After the superficial back muscles are dissected and reflected the intermediate back muscles are readily accessible. Identify the following thin, accessory respiratory muscles (Figure 9.22):
Serratus posterior superior m. - located deep to the levator scapulae and rhomboid mm. and superficial to the splenius capitis m,; attaches along the spines of C7 - T3 vertebrae and the ribs
Serratus posterior inferior m. - located deep to the latissimus dorsi m. and attached along the spines of T11 - L3 vertebrae and the ribs; may be attached to the deep surface of the latissimus dorsi m.
The serratus posterior muscles are very thin. Often the serratus posterior inferior is found on the deep surface of the reflected latissimus dorsi.
Reflect the serratus posterior superior and inferior mm. along their vertebral attachments to reveal the deep muscles. Additionally you will need to reflect a heavy layer of deep fascia.

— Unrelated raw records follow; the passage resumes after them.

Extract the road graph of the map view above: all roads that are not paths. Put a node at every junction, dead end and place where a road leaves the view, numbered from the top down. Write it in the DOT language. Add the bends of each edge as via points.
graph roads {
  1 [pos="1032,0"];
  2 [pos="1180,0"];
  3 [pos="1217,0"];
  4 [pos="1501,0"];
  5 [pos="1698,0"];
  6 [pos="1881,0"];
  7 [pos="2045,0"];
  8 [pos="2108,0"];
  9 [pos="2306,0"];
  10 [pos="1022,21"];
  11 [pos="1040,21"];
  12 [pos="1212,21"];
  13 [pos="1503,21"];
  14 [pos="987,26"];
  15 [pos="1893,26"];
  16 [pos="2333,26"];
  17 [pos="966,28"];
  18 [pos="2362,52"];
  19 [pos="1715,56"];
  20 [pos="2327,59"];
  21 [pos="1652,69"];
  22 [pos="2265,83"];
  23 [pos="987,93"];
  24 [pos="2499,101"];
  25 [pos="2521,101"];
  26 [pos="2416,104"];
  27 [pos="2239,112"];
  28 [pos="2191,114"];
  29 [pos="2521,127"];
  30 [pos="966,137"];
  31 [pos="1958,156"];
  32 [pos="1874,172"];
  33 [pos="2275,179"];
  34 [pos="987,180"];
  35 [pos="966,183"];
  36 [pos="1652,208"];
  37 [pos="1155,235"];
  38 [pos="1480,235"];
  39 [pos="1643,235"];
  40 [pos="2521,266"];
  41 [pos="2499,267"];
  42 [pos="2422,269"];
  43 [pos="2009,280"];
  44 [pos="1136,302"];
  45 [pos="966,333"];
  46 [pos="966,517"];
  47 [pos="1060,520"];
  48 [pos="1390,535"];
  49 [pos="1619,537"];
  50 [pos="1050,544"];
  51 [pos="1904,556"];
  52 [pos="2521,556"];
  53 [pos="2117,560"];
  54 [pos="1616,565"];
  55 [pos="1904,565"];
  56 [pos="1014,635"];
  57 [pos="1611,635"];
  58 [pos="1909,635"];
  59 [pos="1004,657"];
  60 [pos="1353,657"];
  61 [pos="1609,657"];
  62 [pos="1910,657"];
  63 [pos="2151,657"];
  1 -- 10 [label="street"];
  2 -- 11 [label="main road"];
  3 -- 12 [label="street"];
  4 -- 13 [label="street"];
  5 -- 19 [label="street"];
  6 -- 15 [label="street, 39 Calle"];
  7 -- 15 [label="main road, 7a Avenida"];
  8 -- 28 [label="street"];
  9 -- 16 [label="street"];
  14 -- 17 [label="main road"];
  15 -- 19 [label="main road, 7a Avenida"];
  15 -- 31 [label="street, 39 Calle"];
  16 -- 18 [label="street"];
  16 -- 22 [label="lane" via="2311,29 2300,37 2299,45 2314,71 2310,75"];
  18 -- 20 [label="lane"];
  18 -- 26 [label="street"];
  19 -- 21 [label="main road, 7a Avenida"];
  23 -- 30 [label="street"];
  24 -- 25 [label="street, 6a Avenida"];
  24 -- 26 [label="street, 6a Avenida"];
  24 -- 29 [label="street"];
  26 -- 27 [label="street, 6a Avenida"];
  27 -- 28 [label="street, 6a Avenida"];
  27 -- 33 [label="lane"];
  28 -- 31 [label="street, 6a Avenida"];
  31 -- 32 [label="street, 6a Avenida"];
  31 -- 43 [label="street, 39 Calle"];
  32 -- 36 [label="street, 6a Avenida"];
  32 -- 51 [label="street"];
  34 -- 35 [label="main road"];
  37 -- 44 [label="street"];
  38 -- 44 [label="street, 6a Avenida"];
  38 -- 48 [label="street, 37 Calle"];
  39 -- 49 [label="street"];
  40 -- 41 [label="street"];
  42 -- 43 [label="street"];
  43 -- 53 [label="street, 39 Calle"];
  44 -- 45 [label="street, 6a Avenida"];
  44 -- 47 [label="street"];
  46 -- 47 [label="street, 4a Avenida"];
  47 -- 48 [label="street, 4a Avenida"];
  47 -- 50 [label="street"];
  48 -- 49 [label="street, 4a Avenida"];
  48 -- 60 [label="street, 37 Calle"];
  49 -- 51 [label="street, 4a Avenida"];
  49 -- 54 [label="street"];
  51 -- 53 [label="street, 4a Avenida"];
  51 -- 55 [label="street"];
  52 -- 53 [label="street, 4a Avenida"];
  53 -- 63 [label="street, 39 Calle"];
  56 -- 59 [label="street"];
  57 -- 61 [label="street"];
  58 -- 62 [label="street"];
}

Identify the erector spinae musculature consisting of the following muscles:
Iliocostalis m.: most lateral of the erector spinae group.
Longissimus m.: middle muscle group of the erector spinae musculature
Spinalis m.: Most medial of the erector spinae group.
All of these deep back muscles are innervated by the dorsal (posterior) rami of thoracic spinal nerves (Figure 9.23). You may be able to see the ends of these posterior rami poking up through the muscles. The posterior rami run all the way up into the removed skin, where they provide sensory input from the skin in the dorsal midline.
Group B will have to remove the erector spinae entirely (not just reflect them) to do a laminectomy and expose the spinal cord. So get a good look at the erector spinae now!